==== Supplied records ====

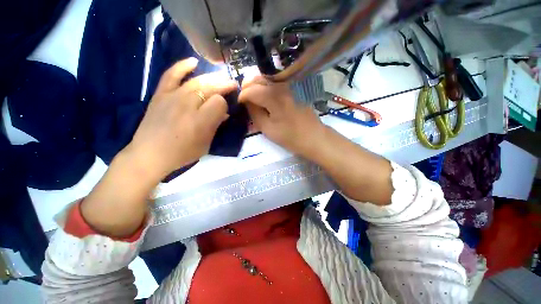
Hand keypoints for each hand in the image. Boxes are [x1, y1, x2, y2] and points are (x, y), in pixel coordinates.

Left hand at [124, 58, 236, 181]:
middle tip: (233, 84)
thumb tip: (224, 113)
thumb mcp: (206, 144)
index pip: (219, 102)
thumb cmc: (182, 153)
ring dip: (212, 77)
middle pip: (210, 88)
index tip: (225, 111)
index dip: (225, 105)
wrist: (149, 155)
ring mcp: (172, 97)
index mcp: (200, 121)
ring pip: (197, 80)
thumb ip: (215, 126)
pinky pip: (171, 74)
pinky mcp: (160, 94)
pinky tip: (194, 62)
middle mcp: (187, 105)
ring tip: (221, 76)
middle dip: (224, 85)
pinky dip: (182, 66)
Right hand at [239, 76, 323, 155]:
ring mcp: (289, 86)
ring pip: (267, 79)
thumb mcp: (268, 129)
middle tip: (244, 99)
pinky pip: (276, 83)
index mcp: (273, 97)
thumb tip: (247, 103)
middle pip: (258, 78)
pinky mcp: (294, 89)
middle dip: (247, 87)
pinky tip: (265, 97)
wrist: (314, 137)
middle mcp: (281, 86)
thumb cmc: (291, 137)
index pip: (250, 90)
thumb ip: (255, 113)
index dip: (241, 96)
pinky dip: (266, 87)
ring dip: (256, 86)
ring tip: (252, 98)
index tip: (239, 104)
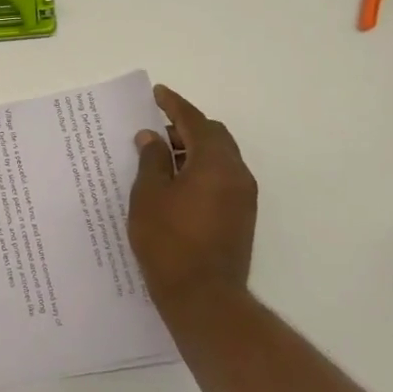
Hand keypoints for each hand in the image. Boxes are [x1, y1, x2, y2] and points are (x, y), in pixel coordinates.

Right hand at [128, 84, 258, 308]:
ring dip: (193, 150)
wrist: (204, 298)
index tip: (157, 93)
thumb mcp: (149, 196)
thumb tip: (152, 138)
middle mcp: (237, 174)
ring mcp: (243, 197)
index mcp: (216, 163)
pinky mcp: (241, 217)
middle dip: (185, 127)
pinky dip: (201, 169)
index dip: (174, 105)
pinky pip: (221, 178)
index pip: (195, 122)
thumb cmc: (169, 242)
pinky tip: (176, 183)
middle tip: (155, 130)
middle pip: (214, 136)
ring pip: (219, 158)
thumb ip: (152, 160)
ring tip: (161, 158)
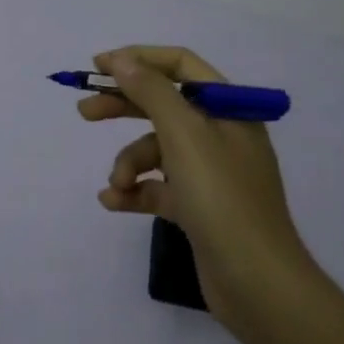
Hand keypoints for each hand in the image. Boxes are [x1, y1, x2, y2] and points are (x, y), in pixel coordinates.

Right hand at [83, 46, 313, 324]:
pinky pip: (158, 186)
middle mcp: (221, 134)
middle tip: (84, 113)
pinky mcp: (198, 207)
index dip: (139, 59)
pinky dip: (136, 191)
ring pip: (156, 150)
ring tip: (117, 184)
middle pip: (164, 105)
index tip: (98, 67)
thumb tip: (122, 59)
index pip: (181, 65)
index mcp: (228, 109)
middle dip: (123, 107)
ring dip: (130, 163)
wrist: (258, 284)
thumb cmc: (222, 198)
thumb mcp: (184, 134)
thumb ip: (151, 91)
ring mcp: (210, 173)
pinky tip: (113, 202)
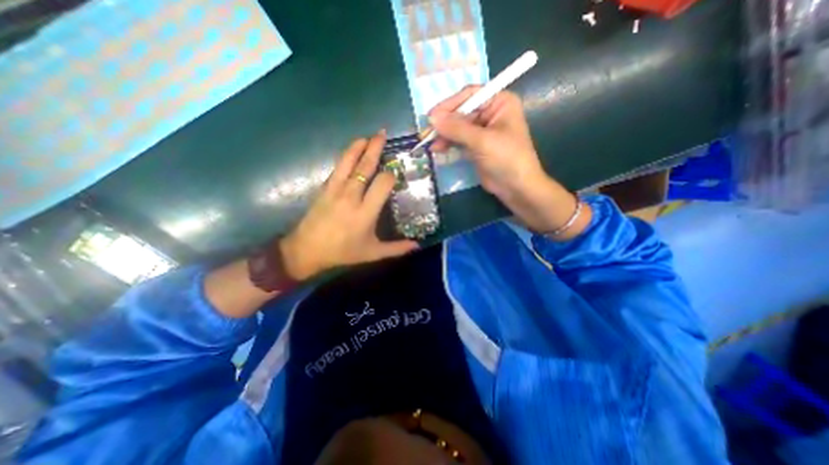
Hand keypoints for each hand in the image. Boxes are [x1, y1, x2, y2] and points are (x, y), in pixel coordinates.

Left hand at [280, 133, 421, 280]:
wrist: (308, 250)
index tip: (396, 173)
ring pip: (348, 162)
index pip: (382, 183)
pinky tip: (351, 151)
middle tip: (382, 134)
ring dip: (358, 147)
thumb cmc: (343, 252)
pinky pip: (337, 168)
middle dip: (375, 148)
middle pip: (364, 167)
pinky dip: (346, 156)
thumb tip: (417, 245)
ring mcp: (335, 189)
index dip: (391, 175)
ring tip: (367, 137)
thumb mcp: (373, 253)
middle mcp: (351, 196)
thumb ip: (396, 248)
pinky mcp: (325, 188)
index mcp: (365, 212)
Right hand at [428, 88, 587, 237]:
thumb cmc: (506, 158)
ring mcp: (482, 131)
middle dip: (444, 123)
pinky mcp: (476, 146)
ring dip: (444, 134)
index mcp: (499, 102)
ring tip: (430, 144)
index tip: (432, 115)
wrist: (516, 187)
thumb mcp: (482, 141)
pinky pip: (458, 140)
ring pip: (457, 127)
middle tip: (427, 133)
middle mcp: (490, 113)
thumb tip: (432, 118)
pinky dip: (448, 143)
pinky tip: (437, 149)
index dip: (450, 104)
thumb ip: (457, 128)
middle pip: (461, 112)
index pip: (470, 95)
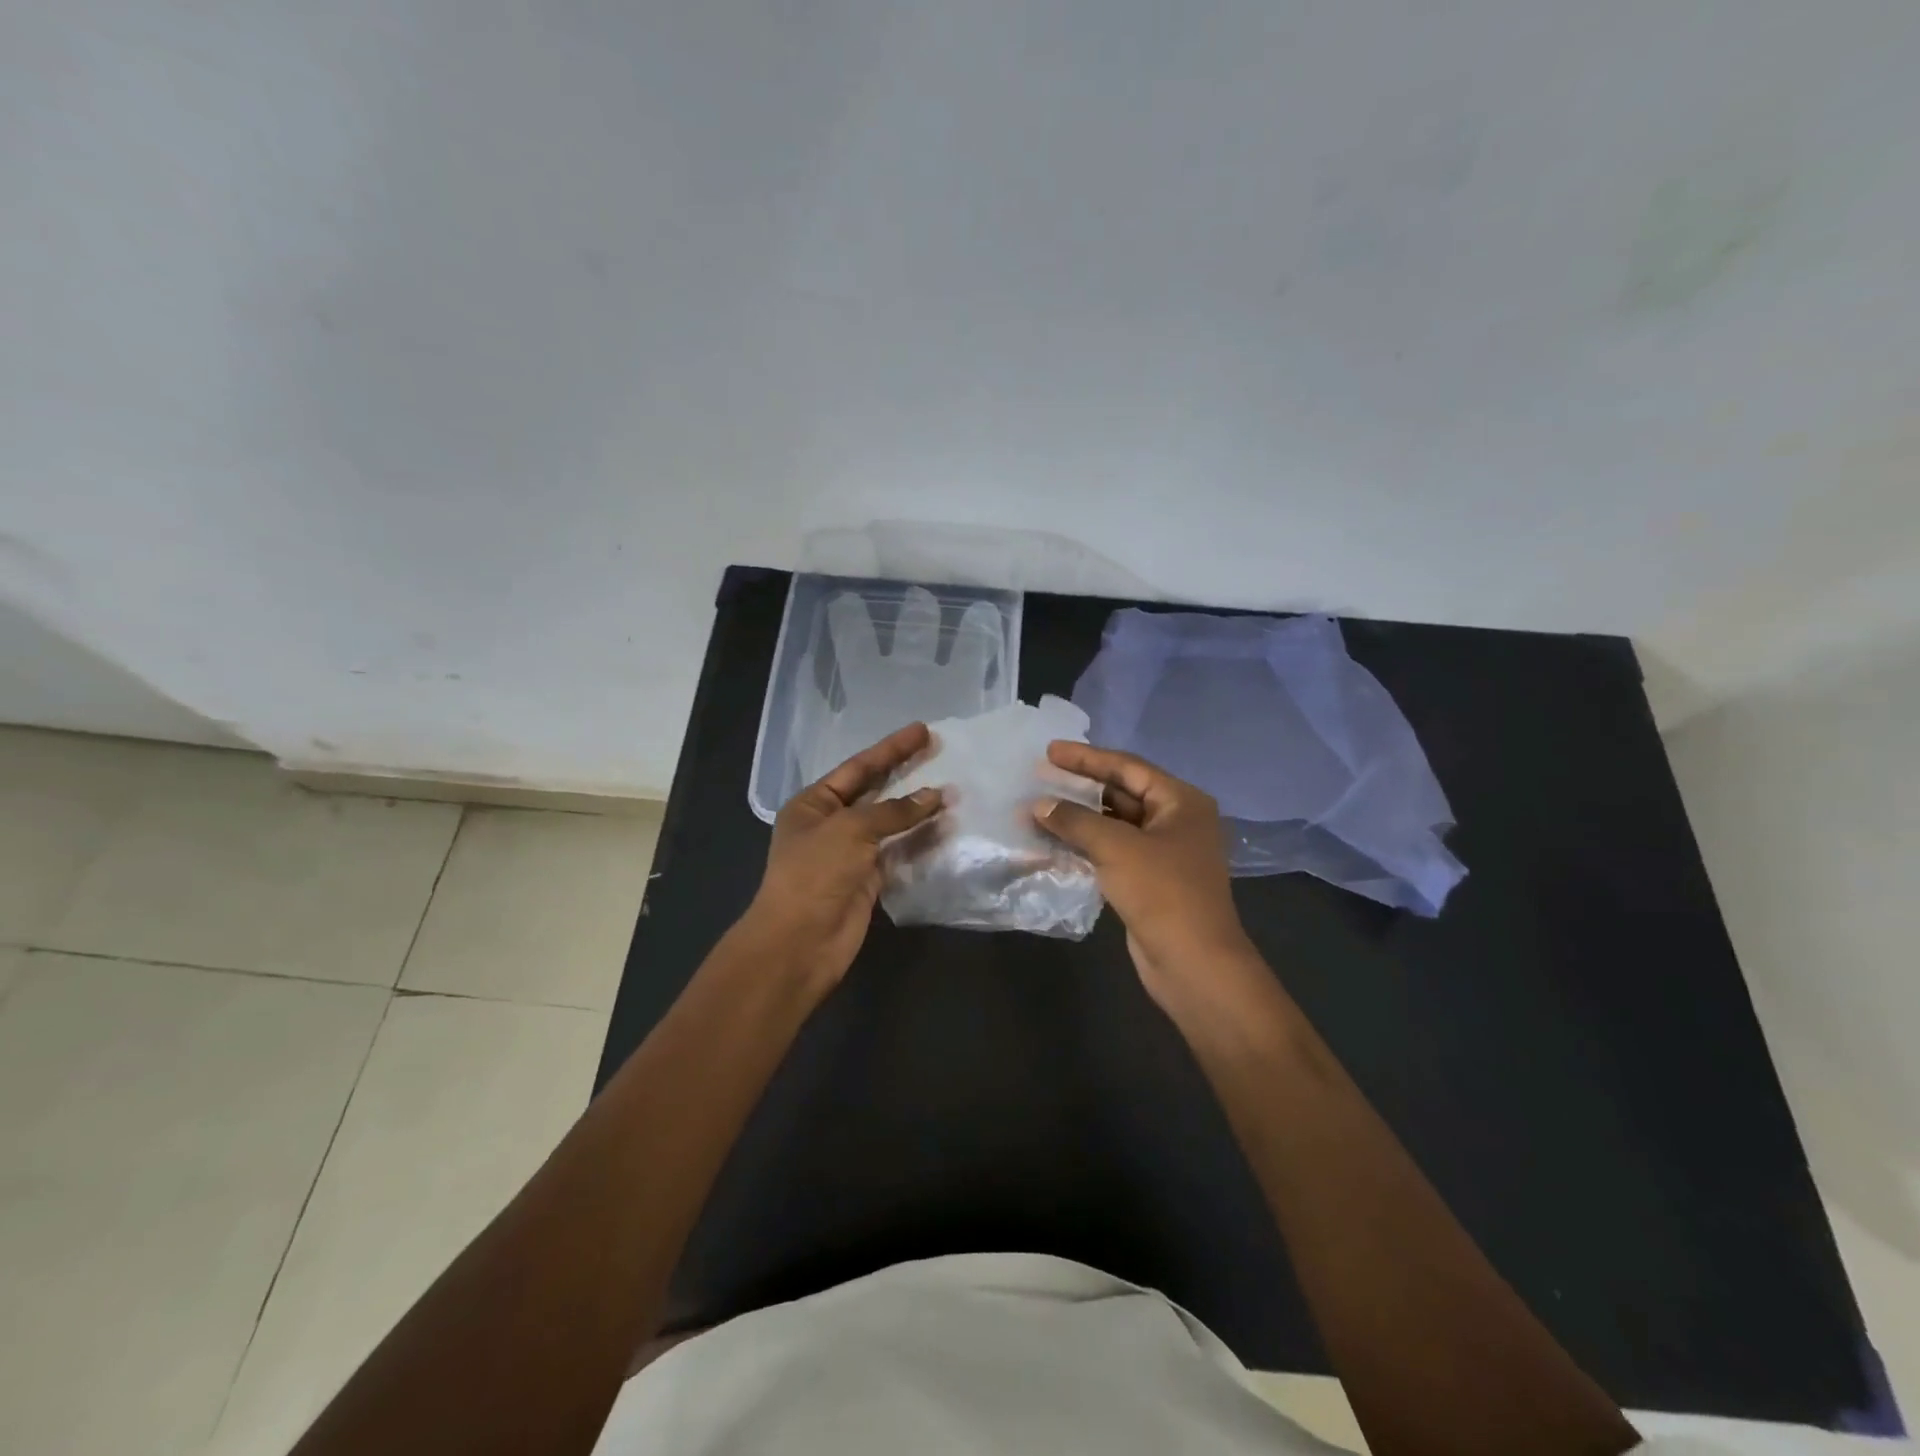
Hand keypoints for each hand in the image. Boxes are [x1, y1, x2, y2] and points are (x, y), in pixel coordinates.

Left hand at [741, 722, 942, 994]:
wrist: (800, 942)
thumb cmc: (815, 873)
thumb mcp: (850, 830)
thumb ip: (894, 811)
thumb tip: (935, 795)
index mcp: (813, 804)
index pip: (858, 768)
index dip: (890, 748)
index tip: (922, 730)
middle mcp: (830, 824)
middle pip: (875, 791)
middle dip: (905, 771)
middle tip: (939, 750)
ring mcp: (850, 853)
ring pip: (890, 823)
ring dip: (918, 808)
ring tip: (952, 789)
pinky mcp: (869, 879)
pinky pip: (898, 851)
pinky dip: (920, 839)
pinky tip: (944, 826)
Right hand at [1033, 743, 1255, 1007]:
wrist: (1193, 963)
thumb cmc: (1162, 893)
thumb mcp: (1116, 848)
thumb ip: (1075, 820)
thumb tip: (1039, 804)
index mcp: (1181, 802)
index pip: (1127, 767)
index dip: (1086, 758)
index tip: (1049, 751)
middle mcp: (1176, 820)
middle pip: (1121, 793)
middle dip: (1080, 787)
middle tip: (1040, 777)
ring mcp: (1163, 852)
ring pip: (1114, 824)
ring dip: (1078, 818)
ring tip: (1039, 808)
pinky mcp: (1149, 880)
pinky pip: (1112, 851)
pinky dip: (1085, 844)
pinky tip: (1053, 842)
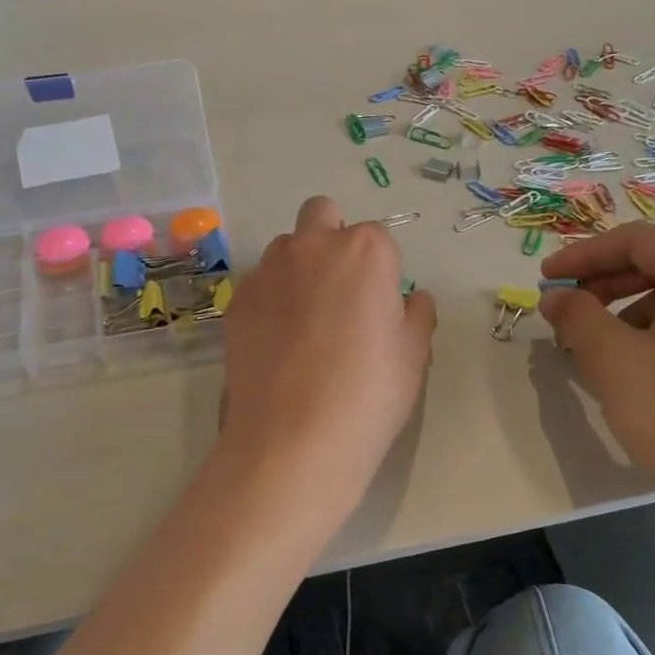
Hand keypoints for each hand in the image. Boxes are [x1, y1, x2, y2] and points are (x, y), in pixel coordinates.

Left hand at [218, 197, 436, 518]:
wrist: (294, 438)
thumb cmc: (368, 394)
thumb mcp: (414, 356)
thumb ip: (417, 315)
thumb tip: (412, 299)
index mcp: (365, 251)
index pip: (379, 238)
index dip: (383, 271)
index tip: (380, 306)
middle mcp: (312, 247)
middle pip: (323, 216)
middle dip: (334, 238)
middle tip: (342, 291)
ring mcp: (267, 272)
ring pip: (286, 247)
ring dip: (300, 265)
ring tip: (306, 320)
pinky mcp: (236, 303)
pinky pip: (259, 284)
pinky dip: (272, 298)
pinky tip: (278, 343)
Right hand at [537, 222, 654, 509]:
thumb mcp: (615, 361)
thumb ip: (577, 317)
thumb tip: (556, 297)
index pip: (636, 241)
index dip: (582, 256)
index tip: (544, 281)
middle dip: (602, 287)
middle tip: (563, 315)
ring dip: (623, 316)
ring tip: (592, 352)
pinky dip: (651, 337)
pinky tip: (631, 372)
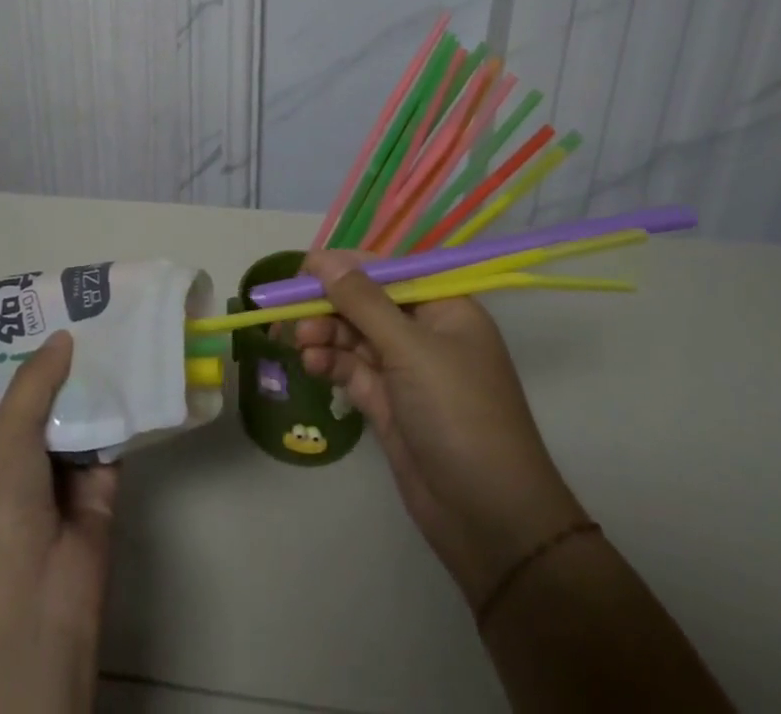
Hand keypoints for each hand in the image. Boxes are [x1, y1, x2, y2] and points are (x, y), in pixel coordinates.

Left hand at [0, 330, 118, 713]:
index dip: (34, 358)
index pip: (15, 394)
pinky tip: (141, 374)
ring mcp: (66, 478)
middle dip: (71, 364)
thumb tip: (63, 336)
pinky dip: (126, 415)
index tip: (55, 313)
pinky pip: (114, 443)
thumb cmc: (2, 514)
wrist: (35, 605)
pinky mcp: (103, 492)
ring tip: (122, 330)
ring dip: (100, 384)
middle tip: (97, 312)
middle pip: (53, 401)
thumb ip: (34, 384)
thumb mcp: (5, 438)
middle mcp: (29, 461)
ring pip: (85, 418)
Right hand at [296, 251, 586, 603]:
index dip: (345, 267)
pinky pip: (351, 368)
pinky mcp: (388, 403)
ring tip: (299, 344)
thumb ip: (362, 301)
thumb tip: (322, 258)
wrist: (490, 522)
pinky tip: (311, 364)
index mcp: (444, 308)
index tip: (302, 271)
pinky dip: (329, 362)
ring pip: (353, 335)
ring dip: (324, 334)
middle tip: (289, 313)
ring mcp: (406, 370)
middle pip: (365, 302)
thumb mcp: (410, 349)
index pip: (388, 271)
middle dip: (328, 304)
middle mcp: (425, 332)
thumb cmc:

====

» **Aim of the task**
All that belongs in your answer is the stretch of entries above from the line with "thumb tip: (224, 113)" through the line with "pinky pip: (276, 83)", printed exactly.

» **Written response**
thumb tip: (224, 113)
thumb mcp: (206, 144)
index pip: (219, 102)
thumb cmc: (182, 153)
ring dip: (212, 77)
middle pip: (210, 88)
index tip: (225, 111)
index dip: (225, 105)
wrist: (149, 155)
ring mcp: (172, 97)
index mcp: (200, 121)
ring pip: (197, 80)
thumb ip: (215, 126)
pinky pip: (171, 74)
pinky mcp: (160, 94)
pinky tip: (194, 62)
middle mcp: (187, 105)
ring tip: (221, 76)
middle dip: (224, 85)
pinky dip: (182, 66)
Right hand at [239, 76, 323, 155]:
ring mcp: (289, 86)
ring pip: (267, 79)
thumb mcp: (268, 129)
middle tip: (244, 99)
pinky pip: (276, 83)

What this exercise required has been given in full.